# Recursive rm w/ wildcard?



## jcooper11 (Jun 8, 2005)

Want to do recursive rm w/ a wildcard, deleting all files named, for example, *.jpg, but leaving others, going all the way down inside a folder/directory.
Tried variations on ....
rm -r *.jpg
Not allowed? Another approach?
tia


----------



## lurk (Jun 8, 2005)

find . -name "*.jpg" | xargs rm 

YMMV and it will break for file with spaces in their names,  the space case is left as an exercise for the reader.


----------



## lurk (Jun 8, 2005)

Also you may want to check it with xargs -n 1 echo as a sanity check.


----------



## HateEternal (Jun 9, 2005)

I am pretty sure that command should work, maybe try it with a capital R


----------



## chornbe (Jun 9, 2005)

rm -fR /*.jpg <enter>

yep.


----------



## lurk (Jun 9, 2005)

That will not get /foo/bar.jpg

The thing to remember is that the shell does the * expansion (globbing) and not rm.  So you are always saying recursively remove these directories.  Not recurse through these directories looking for these files.


----------



## HomunQlus (Jun 10, 2005)

rm -rf [filenames]

rm -rf *.jpg


----------



## ScottW (Jun 10, 2005)

at root /

sudo rm -Rf *.jpg

Bad things can happen, watch out.


----------



## lurk (Jun 10, 2005)

*BUZZZT*

Thank you all for playing, please enjoy your parting gifts.

(Those command you type, they are not doing what you think they are doing...)


----------



## HomunQlus (Jun 11, 2005)

lurk said:
			
		

> *BUZZZT*
> 
> Thank you all for playing, please enjoy your parting gifts.
> 
> (Those command you type, they are not doing what you think they are doing...)



rm -rf [filename(s)]

will remove the given files in the current or given directory, recursively. After about 7 years experience with Linux I think I know this command pretty well.

Your post tells me that you do not seem to have much experience with Linux.


----------



## chornbe (Jun 11, 2005)

lurk said:
			
		

> That will not get /foo/bar.jpg
> 
> The thing to remember is that the shell does the * expansion (globbing) and not rm.  So you are always saying recursively remove these directories.  Not recurse through these directories looking for these files.



Yeah, woops.


----------



## lurk (Jun 11, 2005)

HomunQlus said:
			
		

> rm -rf [filename(s)]
> 
> will remove the given files in the current or given directory, recursively. After about 7 years experience with Linux I think I know this command pretty well.

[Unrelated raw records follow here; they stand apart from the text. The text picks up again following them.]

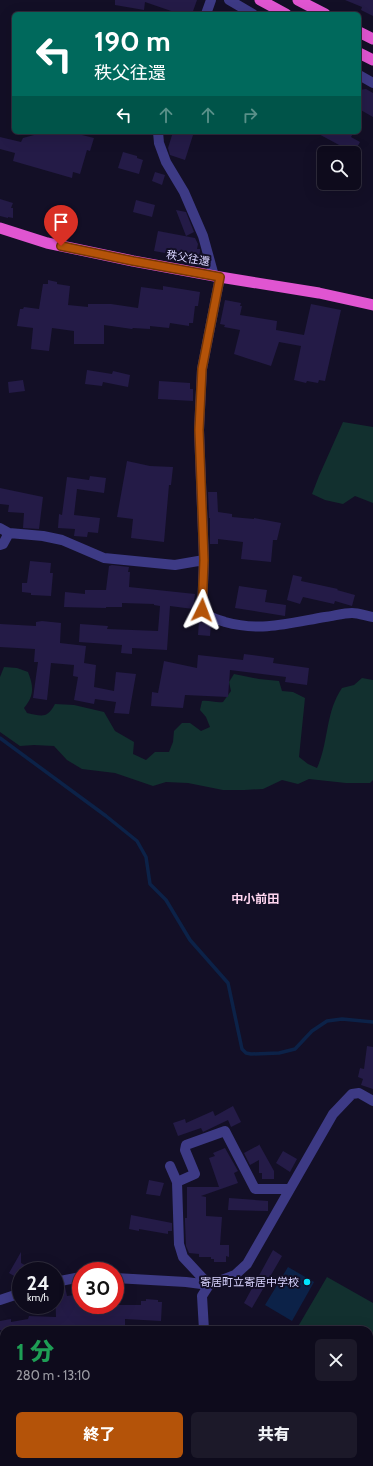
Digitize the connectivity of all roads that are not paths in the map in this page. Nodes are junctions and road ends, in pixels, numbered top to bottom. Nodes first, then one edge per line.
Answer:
1 (211, 0) edge
2 (229, 0) edge
3 (260, 0) edge
4 (298, 0) edge
5 (207, 12) edge
6 (250, 12) edge
7 (282, 12) edge
8 (321, 12) edge
9 (361, 33) edge
10 (373, 39) edge
11 (361, 54) edge
12 (373, 60) edge
13 (361, 76) edge
14 (373, 83) edge
15 (158, 134) edge
16 (0, 228) edge
17 (217, 276) junction
18 (373, 304) edge
19 (4, 530) edge
20 (0, 545) edge
21 (204, 560) junction
22 (373, 617) edge
23 (373, 1101) edge
24 (170, 1166) dead end
25 (177, 1182) junction
26 (290, 1189) junction
27 (124, 1279) edge
28 (209, 1285) junction
29 (12, 1295) edge
30 (0, 1300) edge
31 (204, 1326) edge

1 - 5 street
2 - 6 street
3 - 7 highway
4 - 8 highway
9 - 10 highway
11 - 12 highway
13 - 14 street
15 - 17 street
16 - 17 highway, 秩父往還
17 - 18 highway, 秩父往還
17 - 21 street
19 - 20 street
19 - 21 street
21 - 22 street
23 - 26 street
24 - 25 street
25 - 26 street
25 - 28 street
26 - 28 street
27 - 28 street
28 - 31 street
29 - 30 street

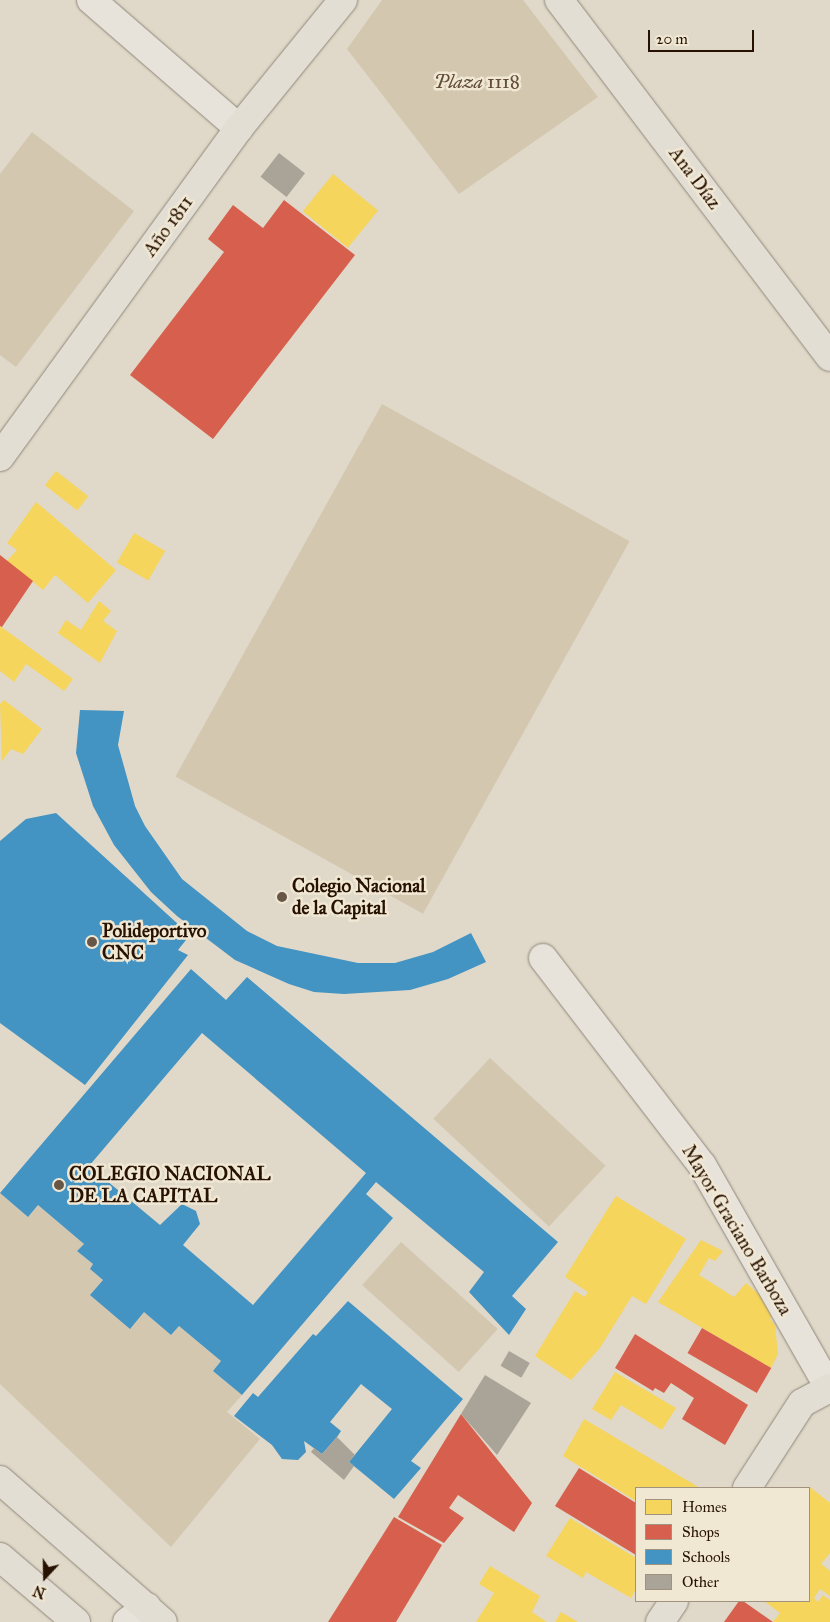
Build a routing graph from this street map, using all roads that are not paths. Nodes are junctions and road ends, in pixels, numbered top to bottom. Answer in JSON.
{"nodes":[{"id":1,"x":91,"y":0,"type":"edge"},
{"id":2,"x":343,"y":0,"type":"edge"},
{"id":3,"x":559,"y":0,"type":"edge"},
{"id":4,"x":239,"y":128,"type":"junction"},
{"id":5,"x":830,"y":356,"type":"edge"},
{"id":6,"x":0,"y":457,"type":"edge"},
{"id":7,"x":543,"y":958,"type":"dead end"},
{"id":8,"x":830,"y":1388,"type":"edge"},
{"id":9,"x":0,"y":1480,"type":"edge"},
{"id":10,"x":748,"y":1487,"type":"edge"},
{"id":11,"x":0,"y":1557,"type":"edge"},
{"id":12,"x":673,"y":1602,"type":"edge"},
{"id":13,"x":146,"y":1617,"type":"edge"},
{"id":14,"x":76,"y":1622,"type":"edge"},
{"id":15,"x":660,"y":1622,"type":"edge"}],
"edges":[{"from":1,"to":4,"type":"street"},
{"from":2,"to":4,"type":"main road","name":"Año 1811"},
{"from":3,"to":5,"type":"main road","name":"Ana Díaz"},
{"from":4,"to":6,"type":"main road","name":"Año 1811"},
{"from":7,"to":8,"type":"street","name":"Mayor Graciano Barboza"},
{"from":8,"to":10,"type":"main road"},
{"from":9,"to":13,"type":"main road"},
{"from":11,"to":14,"type":"main road"},
{"from":12,"to":15,"type":"main road"}]}
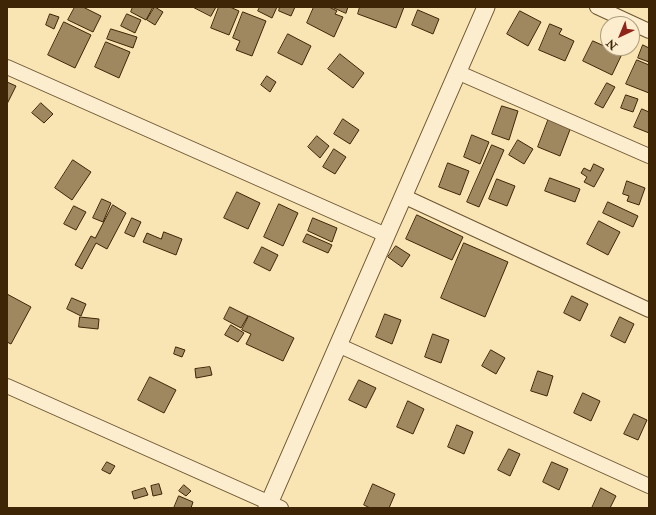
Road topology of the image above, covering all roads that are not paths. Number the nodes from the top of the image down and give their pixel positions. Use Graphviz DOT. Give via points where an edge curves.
graph roads {
  1 [pos="486,7"];
  2 [pos="597,7"];
  3 [pos="649,30"];
  4 [pos="7,67"];
  5 [pos="458,72"];
  6 [pos="649,156"];
  7 [pos="403,196"];
  8 [pos="386,236"];
  9 [pos="649,310"];
  10 [pos="338,345"];
  11 [pos="7,386"];
  12 [pos="649,486"];
  13 [pos="273,506"];
  1 -- 5 [label="street"];
  2 -- 3 [label="street"];
  4 -- 8 [label="street"];
  5 -- 6 [label="street"];
  5 -- 7 [label="street"];
  7 -- 8 [label="street"];
  7 -- 9 [label="street"];
  8 -- 10 [label="street"];
  10 -- 12 [label="street"];
  10 -- 13 [label="street"];
  11 -- 13 [label="street"];
}
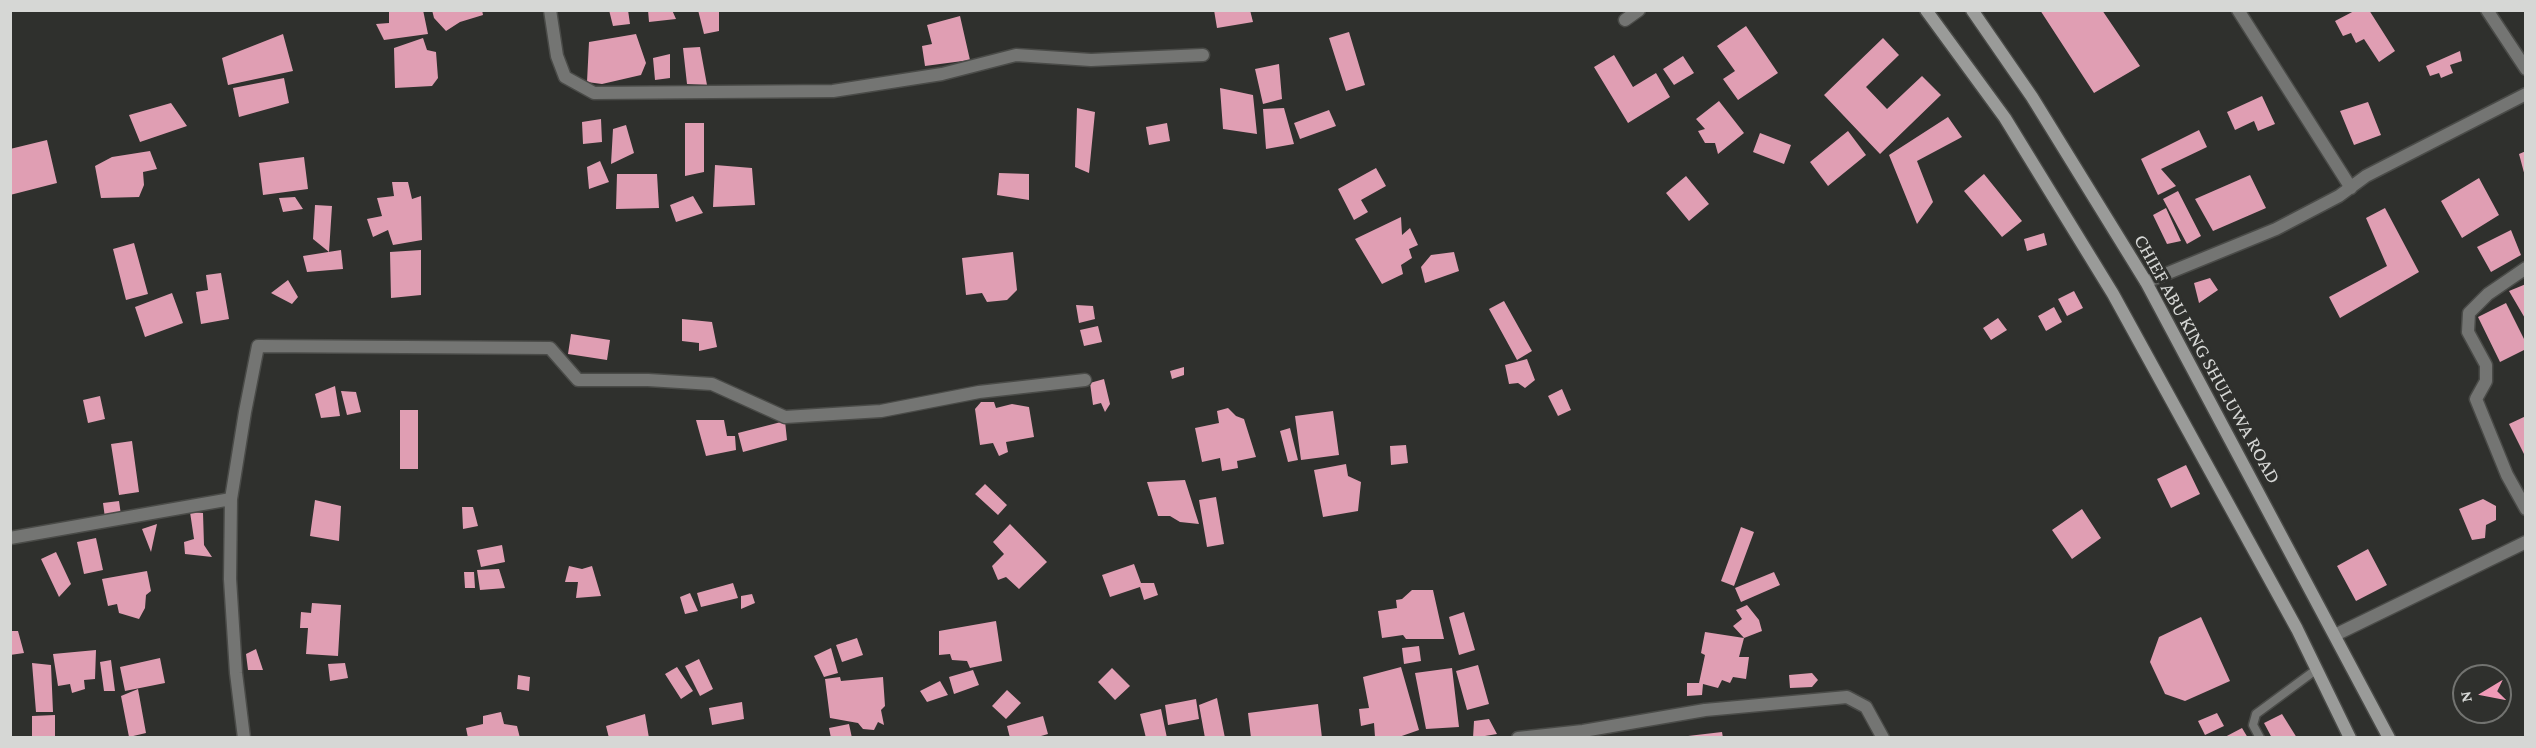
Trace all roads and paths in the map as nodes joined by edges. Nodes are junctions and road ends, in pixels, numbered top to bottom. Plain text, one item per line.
1 (550, 10) edge
2 (1639, 10) edge
3 (1926, 10) edge
4 (1972, 10) edge
5 (2238, 10) edge
6 (2487, 10) edge
7 (1624, 20) dead end
8 (1203, 55) dead end
9 (2526, 69) edge
10 (2526, 94) edge
11 (2351, 188) junction
12 (2526, 268) edge
13 (2146, 282) junction
14 (1085, 380) dead end
15 (231, 500) junction
16 (2526, 509) edge
17 (10, 538) edge
18 (2526, 542) edge
19 (2335, 635) junction
20 (2317, 669) junction
21 (244, 738) edge
22 (1518, 738) edge
23 (1883, 738) edge
24 (2260, 738) edge
25 (2350, 738) edge
26 (2389, 738) edge

1 - 8 street
2 - 7 street
3 - 20 street
4 - 13 street, CHIEF ABU KING SHULUWA ROAD
5 - 11 street
6 - 9 street
10 - 11 street
11 - 13 street
12 - 16 street
13 - 19 street, CHIEF ABU KING SHULUWA ROAD
14 - 15 street
15 - 17 street
15 - 21 street
18 - 19 street
19 - 26 street, CHIEF ABU KING SHULUWA ROAD
20 - 24 lane
20 - 25 street
22 - 23 street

Your post tells me you either don't know much about Linux or that reading is not your strong point.  The original question was:



> Want to do recursive rm w/ a wildcard, deleting all files named, for example, *.jpg, but leaving others, going all the way down inside a folder/directory.



The recursive thing that rm does is remove directories.  It does not traverse them looking for matches to wild cards.  That is why my suggested solution made use of *find*, the tool for discriminating recursive directory traversals.  Do you see your error?



			
				HomunQlus said:
			
		

> Your post tells me that you do not seem to have much experience with Linux.



Just because we are on a Mac board does not mean that my credentials aren't better than yours.  Just for the pissing match I have been using Linux since '94, Solaris since '96 and I used to work in HP's Unix Systems Lab.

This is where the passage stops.